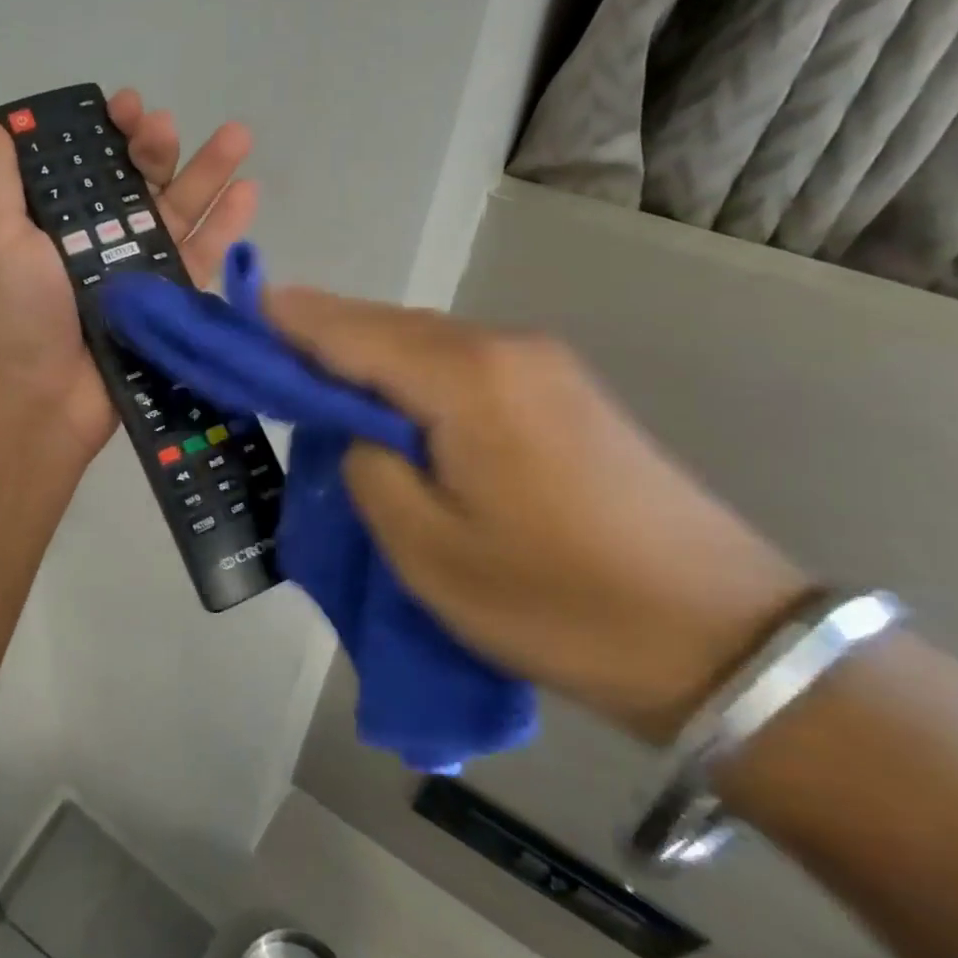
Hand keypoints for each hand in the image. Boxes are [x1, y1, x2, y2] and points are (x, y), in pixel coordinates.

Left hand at [0, 89, 257, 463]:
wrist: (40, 399)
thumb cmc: (14, 314)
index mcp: (59, 219)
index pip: (90, 161)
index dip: (108, 129)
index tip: (124, 106)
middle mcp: (101, 238)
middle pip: (140, 180)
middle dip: (157, 146)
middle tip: (164, 128)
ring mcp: (139, 269)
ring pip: (180, 210)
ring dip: (209, 172)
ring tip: (239, 136)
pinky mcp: (169, 300)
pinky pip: (202, 256)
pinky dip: (226, 225)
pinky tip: (249, 191)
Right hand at [264, 288, 815, 742]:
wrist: (724, 642)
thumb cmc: (558, 603)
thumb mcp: (428, 551)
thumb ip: (367, 470)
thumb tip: (358, 432)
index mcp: (465, 378)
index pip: (349, 331)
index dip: (286, 322)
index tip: (233, 315)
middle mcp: (504, 347)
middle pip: (386, 326)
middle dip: (320, 336)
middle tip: (261, 355)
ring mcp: (543, 365)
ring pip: (425, 344)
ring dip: (366, 358)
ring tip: (313, 381)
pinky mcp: (563, 392)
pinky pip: (462, 366)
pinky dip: (410, 375)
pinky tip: (390, 405)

━━━━━━━━━━

[YOUR INSTRUCTIONS] What is needed is the data above, retyped exactly, with every picture left out.

[RESULT FOR THIS TASK]
Hand keypoints for each hand in the image. Boxes are [x1, y1, x2, y2] and points are (x, y), in pixel coordinates.

Left hand at [0, 89, 257, 463]:
wrist: (40, 399)
thumb cmc: (14, 314)
index mcp: (59, 219)
index pip: (90, 161)
index dip: (108, 129)
index tip: (124, 106)
middle mcp: (101, 238)
middle pip: (140, 180)
middle dip: (157, 146)
middle tip: (164, 128)
ring mcp: (139, 269)
ring pip: (180, 210)
ring dip: (209, 172)
ring tip: (239, 136)
pinky mcp: (169, 300)
pinky pip: (202, 256)
pinky dip: (226, 225)
pinky tip: (249, 191)
Right hand at [264, 288, 815, 742]:
wrist: (724, 642)
thumb cmc: (558, 603)
thumb mcp: (428, 551)
thumb ip: (367, 470)
thumb tip: (358, 432)
index mcp: (465, 378)
index pip: (349, 331)
index dip: (286, 322)
index tip: (233, 315)
middle mcp: (504, 347)
middle pip: (386, 326)
middle dip: (320, 336)
middle tip: (261, 355)
ring mcp: (543, 365)
ring pip: (425, 344)
ring dip: (366, 358)
ring tip: (313, 381)
pinky mcp: (563, 392)
pinky pip: (462, 366)
pinky dip: (410, 375)
pinky tip: (390, 405)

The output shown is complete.